宋木匠自是喜出望外。


    他是听说过国子监里头的生活艰苦的。


    据说那膳堂里免费供应的都是些白菜梗和豆腐渣,虽说他们家里日子不算大富大贵,但起码的吃食总是有保障的。因此也一直忧心着大郎吃不惯里头的吃食。


    这下可好了,虽说只是一份朝食,但好歹也能让大郎吃的饱一些。


    宋木匠笑道:“那便谢过小娘子了,等我手头上这些活计做完了,就先来忙活你的,保证给你打得漂漂亮亮的。”


    明棠颔首:“我信的过宋伯的手艺。”


    明棠又问过了宋木匠的儿子姓名,忌口,没曾想宋木匠只笑着摆摆手:“我家大郎这小子,不挑嘴,好养活。”


    敲定了最大的一笔开销,明棠心满意足。又同宋木匠闲聊两句,说了想用的料子和价格,这才放心地离去了。


    艳阳高照,高悬空中。


    明棠走在回家的路上才想起来,好像也到了阿兄他们旬考的日子了。


    是时候为她们的食肆开始预热了!


    ......


    国子监第一次旬考在即,晚间回家后,沈父就给沈青松开了个小灶,帮他一起辅导课业,查漏补缺。


    旬考本是每满十五日便要测验一次的。但考虑到新生刚刚入学,是以国子监的博士们也约定俗成,各门学科的外舍生第一次旬考,皆是定在第一个月的月末。

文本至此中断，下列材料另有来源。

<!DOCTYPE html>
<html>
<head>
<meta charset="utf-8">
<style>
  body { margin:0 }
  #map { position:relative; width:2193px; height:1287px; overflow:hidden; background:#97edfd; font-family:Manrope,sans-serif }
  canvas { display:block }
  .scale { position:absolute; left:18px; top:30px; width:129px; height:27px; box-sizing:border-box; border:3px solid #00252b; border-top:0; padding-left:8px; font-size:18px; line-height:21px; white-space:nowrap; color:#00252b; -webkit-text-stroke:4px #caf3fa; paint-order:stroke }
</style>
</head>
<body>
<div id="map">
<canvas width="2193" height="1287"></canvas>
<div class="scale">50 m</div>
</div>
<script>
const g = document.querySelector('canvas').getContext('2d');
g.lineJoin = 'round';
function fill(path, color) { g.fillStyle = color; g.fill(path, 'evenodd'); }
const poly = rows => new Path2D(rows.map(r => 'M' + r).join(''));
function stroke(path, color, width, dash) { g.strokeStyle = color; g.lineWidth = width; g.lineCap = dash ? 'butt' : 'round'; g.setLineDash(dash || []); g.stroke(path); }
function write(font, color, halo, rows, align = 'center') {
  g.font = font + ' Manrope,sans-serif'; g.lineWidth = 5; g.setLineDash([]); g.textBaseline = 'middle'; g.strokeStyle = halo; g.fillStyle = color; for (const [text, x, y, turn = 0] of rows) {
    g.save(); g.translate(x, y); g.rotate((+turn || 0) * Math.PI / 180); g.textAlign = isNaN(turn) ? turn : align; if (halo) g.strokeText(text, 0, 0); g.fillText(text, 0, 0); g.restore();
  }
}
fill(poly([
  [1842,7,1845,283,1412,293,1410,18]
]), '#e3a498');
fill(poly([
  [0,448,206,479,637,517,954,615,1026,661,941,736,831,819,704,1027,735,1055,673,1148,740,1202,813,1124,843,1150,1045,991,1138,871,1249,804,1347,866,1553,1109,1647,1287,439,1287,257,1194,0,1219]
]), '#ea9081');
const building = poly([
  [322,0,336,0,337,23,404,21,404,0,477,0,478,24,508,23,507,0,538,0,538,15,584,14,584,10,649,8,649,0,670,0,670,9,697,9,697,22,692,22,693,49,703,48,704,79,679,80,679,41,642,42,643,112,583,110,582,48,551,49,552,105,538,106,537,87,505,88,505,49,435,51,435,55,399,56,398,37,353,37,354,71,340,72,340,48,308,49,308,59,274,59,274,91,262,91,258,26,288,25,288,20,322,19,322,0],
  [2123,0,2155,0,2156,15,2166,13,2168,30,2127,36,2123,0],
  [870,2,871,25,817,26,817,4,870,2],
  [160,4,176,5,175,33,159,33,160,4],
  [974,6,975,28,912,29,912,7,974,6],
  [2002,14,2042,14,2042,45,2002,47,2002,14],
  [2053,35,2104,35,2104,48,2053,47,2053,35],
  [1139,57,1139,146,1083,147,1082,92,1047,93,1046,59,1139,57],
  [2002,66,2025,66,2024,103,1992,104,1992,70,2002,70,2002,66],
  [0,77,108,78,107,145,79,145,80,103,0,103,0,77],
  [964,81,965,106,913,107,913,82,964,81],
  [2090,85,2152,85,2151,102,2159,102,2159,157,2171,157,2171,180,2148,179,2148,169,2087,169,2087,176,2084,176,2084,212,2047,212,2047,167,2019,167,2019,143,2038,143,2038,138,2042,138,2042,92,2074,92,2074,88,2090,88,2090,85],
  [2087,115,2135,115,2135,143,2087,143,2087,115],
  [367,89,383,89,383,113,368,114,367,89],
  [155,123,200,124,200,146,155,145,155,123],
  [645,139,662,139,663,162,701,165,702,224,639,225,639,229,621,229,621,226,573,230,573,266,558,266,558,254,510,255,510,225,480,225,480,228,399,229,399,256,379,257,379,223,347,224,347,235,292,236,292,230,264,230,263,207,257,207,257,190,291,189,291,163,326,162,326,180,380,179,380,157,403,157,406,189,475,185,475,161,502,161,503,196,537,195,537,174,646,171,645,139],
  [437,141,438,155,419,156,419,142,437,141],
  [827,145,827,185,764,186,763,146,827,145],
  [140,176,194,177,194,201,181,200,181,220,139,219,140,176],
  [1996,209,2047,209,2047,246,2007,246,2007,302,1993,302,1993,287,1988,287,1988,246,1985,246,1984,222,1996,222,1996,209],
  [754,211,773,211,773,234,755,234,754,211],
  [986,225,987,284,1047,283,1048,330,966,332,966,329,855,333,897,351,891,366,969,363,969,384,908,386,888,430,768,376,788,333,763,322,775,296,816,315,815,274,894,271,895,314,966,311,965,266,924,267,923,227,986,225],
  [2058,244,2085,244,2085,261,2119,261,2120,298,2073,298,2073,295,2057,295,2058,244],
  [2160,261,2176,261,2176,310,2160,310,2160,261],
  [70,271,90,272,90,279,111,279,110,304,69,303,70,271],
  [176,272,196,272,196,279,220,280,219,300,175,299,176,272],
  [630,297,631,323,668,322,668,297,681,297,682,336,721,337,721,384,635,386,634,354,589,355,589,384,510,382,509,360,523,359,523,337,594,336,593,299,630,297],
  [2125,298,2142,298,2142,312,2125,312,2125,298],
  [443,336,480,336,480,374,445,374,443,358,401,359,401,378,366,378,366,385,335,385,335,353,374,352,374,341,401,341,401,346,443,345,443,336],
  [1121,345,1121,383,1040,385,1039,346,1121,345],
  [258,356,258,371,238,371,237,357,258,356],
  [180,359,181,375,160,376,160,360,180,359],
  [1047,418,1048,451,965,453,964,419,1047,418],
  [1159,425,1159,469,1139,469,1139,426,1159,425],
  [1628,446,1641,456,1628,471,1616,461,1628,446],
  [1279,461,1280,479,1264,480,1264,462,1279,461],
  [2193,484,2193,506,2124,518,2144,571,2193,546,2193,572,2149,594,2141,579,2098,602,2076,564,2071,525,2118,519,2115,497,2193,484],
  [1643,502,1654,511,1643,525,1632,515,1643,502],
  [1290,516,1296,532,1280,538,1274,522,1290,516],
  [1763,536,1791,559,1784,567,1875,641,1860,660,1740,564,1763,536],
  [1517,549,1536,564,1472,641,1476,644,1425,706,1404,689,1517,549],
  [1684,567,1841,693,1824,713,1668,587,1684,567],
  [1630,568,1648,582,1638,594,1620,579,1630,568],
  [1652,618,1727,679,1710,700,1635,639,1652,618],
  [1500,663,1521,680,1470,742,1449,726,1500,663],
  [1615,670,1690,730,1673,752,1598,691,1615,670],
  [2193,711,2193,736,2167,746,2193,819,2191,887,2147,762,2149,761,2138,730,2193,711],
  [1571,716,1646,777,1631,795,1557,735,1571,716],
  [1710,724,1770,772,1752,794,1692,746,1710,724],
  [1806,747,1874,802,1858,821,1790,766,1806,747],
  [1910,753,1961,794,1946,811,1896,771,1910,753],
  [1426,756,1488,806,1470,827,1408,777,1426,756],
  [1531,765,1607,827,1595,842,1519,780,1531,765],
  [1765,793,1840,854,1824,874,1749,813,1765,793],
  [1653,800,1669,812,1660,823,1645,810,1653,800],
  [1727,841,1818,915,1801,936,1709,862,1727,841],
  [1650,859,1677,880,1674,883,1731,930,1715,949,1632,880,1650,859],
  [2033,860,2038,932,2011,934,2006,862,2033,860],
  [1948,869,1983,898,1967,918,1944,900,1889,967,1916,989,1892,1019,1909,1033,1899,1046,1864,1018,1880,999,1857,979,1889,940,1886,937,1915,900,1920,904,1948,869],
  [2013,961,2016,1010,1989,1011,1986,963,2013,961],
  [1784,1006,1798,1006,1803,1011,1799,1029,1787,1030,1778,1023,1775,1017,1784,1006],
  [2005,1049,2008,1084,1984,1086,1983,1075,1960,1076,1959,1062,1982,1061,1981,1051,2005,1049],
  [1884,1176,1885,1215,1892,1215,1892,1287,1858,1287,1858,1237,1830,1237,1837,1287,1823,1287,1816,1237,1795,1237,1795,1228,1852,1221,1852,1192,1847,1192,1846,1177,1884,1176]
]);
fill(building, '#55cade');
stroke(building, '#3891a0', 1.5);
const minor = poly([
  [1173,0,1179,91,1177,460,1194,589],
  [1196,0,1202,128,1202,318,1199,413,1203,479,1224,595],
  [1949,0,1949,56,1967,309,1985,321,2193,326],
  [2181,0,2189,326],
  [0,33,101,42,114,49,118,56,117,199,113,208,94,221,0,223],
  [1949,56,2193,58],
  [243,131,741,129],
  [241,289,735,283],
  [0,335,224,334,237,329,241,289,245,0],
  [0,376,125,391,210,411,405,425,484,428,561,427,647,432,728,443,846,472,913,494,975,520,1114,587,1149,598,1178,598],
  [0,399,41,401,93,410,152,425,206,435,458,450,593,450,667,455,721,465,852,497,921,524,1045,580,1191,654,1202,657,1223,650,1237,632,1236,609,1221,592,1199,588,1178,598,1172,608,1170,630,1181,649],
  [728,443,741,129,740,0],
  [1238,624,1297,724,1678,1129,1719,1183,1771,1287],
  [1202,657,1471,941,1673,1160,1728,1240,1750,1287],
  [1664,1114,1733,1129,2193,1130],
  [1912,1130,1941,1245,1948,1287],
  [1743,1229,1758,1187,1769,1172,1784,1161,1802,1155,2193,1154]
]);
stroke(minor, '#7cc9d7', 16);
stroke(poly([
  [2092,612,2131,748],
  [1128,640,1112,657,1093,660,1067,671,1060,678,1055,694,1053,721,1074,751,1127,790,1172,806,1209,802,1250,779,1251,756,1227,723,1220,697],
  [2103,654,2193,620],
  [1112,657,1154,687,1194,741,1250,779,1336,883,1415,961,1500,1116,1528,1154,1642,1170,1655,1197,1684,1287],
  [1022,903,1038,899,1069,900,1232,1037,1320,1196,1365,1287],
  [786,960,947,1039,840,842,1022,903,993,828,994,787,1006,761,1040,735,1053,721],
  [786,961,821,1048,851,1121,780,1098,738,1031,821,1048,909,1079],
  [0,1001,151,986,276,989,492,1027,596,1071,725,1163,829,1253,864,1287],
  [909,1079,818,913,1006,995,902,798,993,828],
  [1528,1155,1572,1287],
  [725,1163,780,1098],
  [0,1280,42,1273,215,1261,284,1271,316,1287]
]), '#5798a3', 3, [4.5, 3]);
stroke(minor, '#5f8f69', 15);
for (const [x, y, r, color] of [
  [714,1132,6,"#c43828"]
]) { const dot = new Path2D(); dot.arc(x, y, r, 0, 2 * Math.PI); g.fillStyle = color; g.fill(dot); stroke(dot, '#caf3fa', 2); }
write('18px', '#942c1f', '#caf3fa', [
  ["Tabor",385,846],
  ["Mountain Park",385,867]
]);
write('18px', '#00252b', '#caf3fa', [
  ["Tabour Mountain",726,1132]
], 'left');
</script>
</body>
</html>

    除却他们平日里的随堂测验,这才是正儿八经的测试他们这群新生这一个月以来在国子监的学习效果。


    所以既是旬考,也算得上是一次月考。此次成绩自然也会记录在年末升舍的考核之中。


    不仅沈青松重视,沈父也是铆足了劲替他去同僚那寻了些经验笔记。


    起初,沈父还会叫上明棠一起来听课,说虽不求她有经纶济世之才,但身为女子,多长长见识也是极好的。这样不管是日后嫁人,亦或是交友,起码都不会轻易被人诓骗。


    明棠听着这些“之乎者也”“学而时习之”却实在是一个头两个大。


    她虽喜爱读书,但这等骈文律诗实在是晦涩难懂,又远在她兴趣之外。


    沈父抑扬顿挫的音调在此刻仿佛变成了催眠曲,让明棠听得昏昏欲睡。


    偏偏沈父讲到关键之处,手指还会在桌案上戳戳点点,考校完沈青松后就要来问她此题该做何解。


    明棠打了个哈欠:“爹爹,这个真学不会。”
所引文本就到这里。